> [Records provided]:
==============================
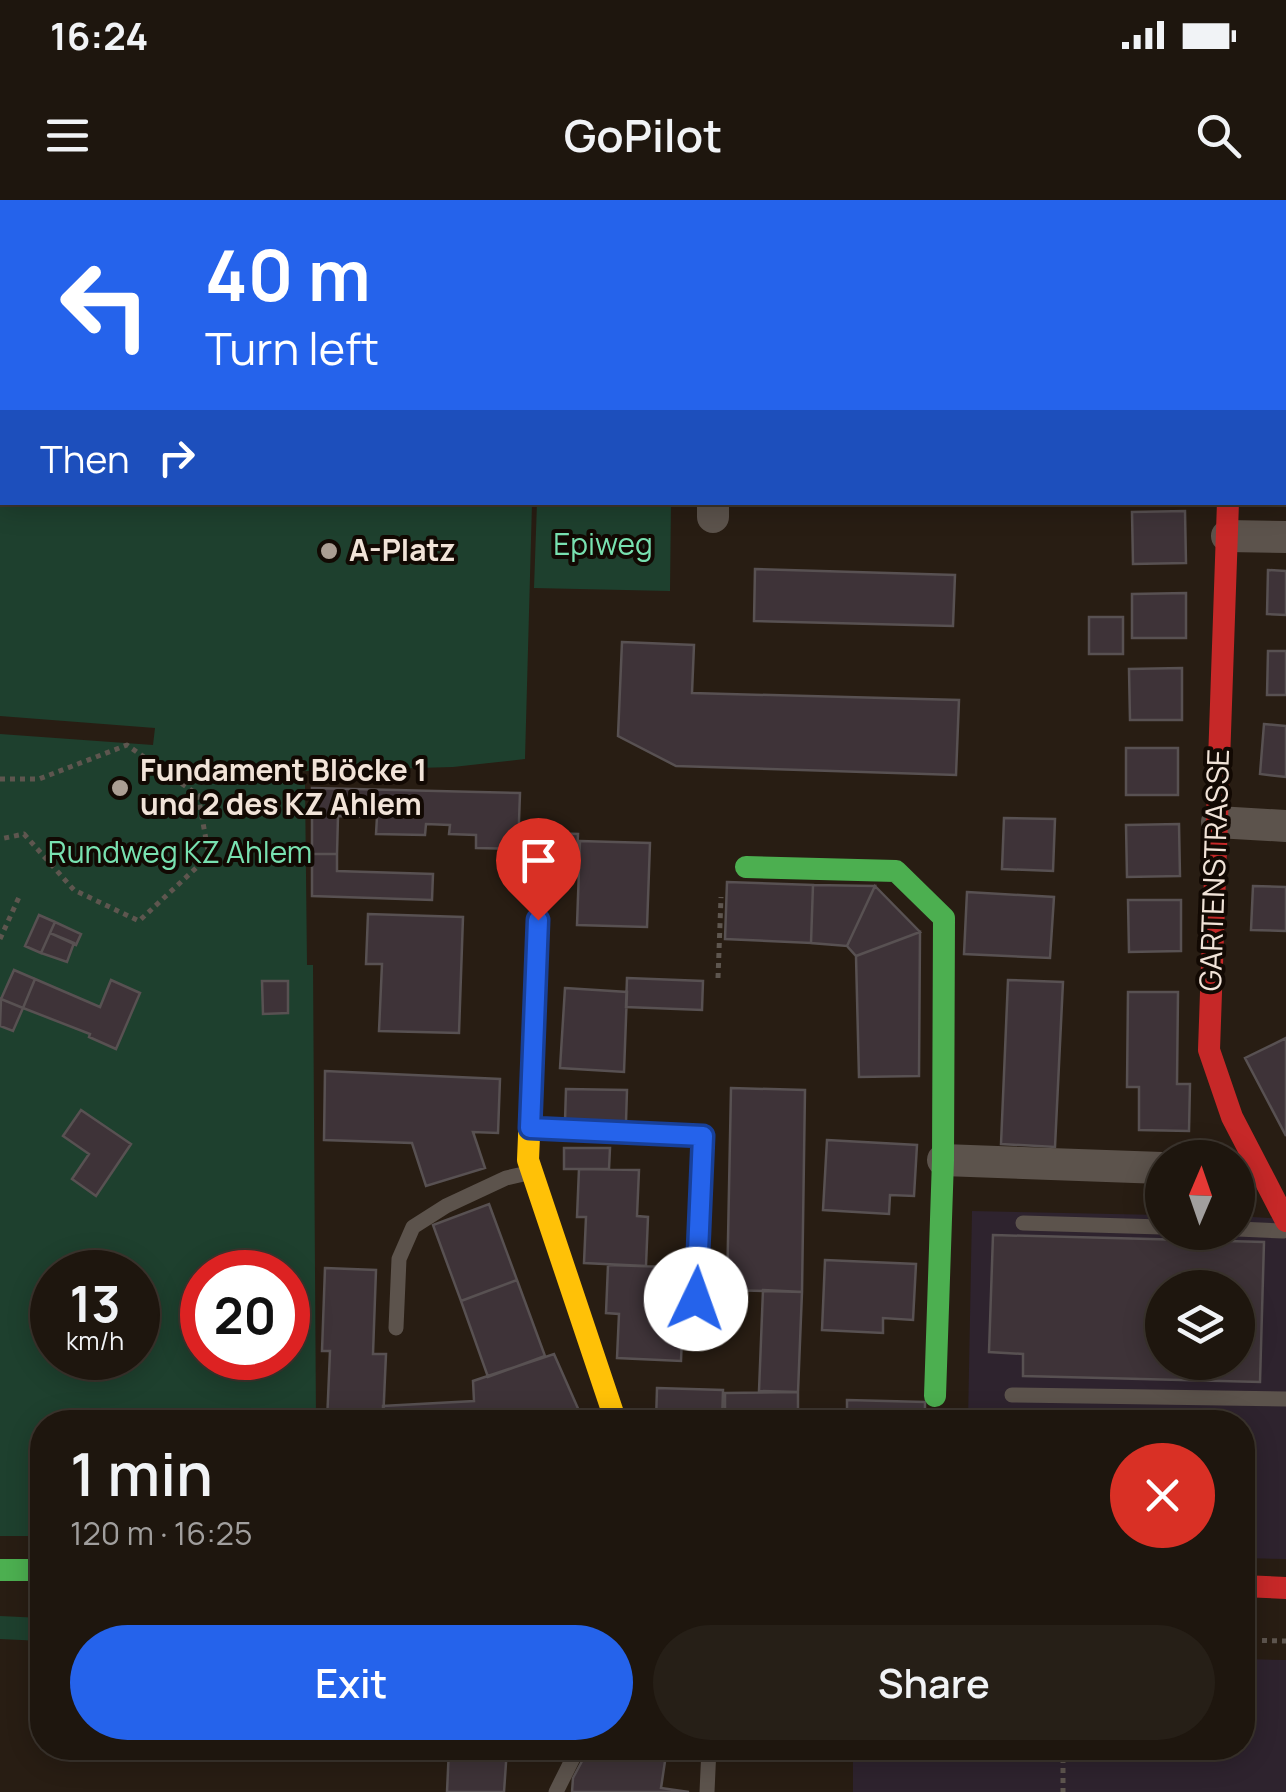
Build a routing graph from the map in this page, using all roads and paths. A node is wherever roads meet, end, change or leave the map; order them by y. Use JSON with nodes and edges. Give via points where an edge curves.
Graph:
{"nodes":[{"id":1,"x":1228,"y":505,"type":"edge"},
{"id":2,"x":1227,"y":536,"type":"junction"},
{"id":3,"x":1286,"y":537,"type":"edge"},
{"id":4,"x":0,"y":780,"type":"edge"},
{"id":5,"x":1217,"y":822,"type":"junction"},
{"id":6,"x":1286,"y":826,"type":"edge"},
{"id":7,"x":0,"y":840,"type":"edge"},
{"id":8,"x":746,"y":868,"type":"joint"},
{"id":9,"x":20,"y":895,"type":"dead end"},
{"id":10,"x":538,"y":920,"type":"dead end"},
{"id":11,"x":0,"y":940,"type":"edge"},
{"id":12,"x":718,"y":978,"type":"dead end"},
{"id":13,"x":530,"y":1128,"type":"junction"},
{"id":14,"x":1237,"y":1140,"type":"edge"},
{"id":15,"x":943,"y":1160,"type":"junction"},
{"id":16,"x":1145,"y":1167,"type":"edge"},
{"id":17,"x":532,"y":1172,"type":"junction"},
{"id":18,"x":1255,"y":1180,"type":"edge"},
{"id":19,"x":1286,"y":1221,"type":"edge"},
{"id":20,"x":1023,"y":1223,"type":"dead end"},
{"id":21,"x":1145,"y":1227,"type":"edge"},
{"id":22,"x":1255,"y":1229,"type":"edge"},
{"id":23,"x":1286,"y":1230,"type":"edge"},
{"id":24,"x":696,"y":1299,"type":"dead end"},
{"id":25,"x":396,"y":1328,"type":"dead end"},
{"id":26,"x":1012,"y":1395,"type":"dead end"},
{"id":27,"x":935,"y":1396,"type":"dead end"},
{"id":28,"x":1286,"y":1400,"type":"edge"},
{"id":29,"x":612,"y":1410,"type":"edge"},
{"id":30,"x":0,"y":1570,"type":"edge"},
{"id":31,"x":30,"y":1570,"type":"edge"},
{"id":32,"x":1255,"y":1587,"type":"edge"},
{"id":33,"x":1286,"y":1588,"type":"edge"},
{"id":34,"x":1255,"y":1641,"type":"edge"},
{"id":35,"x":1286,"y":1642,"type":"edge"},
{"id":36,"x":571,"y":1760,"type":"edge"},
{"id":37,"x":708,"y":1760,"type":"edge"},
{"id":38,"x":1063,"y":1760,"type":"edge"},
{"id":39,"x":556,"y":1792,"type":"edge"},
{"id":40,"x":707,"y":1792,"type":"edge"},
{"id":41,"x":1063,"y":1792,"type":"edge"}],
"edges":[{"from":1,"to":2,"type":"street","name":"GARTENSTRASSE"},
{"from":2,"to":3,"type":"street"},
{"from":2,"to":5,"type":"street","name":"GARTENSTRASSE"},
{"from":4,"to":7,"type":"path","via":[[39,779],[127,745],[198,795],[209,856],[139,921],[74,890],[24,834]]},
{"from":5,"to":6,"type":"street"},
{"from":5,"to":14,"type":"street","name":"GARTENSTRASSE","via":[[1209,1050]]},
{"from":8,"to":12,"type":"path","via":[[721,867]]},
{"from":8,"to":15,"type":"street","via":[[896,870],[944,918]]},
{"from":9,"to":11,"type":"path"},
{"from":10,"to":13,"type":"street"},
{"from":13,"to":17,"type":"street"},
{"from":13,"to":24,"type":"lane","via":[[703,1136]]},
{"from":15,"to":16,"type":"street"},
{"from":15,"to":27,"type":"street"},
{"from":17,"to":25,"type":"lane","via":[[446,1206],[414,1228],[399,1259]]},
{"from":17,"to":29,"type":"street"},
{"from":18,"to":19,"type":"street","name":"GARTENSTRASSE"},
{"from":20,"to":21,"type":"lane"},
{"from":22,"to":23,"type":"lane"},
{"from":26,"to":28,"type":"lane"},
{"from":30,"to":31,"type":"street"},
{"from":32,"to":33,"type":"street"},
{"from":34,"to":35,"type":"path"},
{"from":36,"to":39,"type":"lane"},
{"from":37,"to":40,"type":"lane"},
{"from":38,"to":41,"type":"path"}]}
==============================
> [The problem]: Going through the records above, count the lines that hold "name" and answer with the count alone.

> [Solution to the exercise]: 4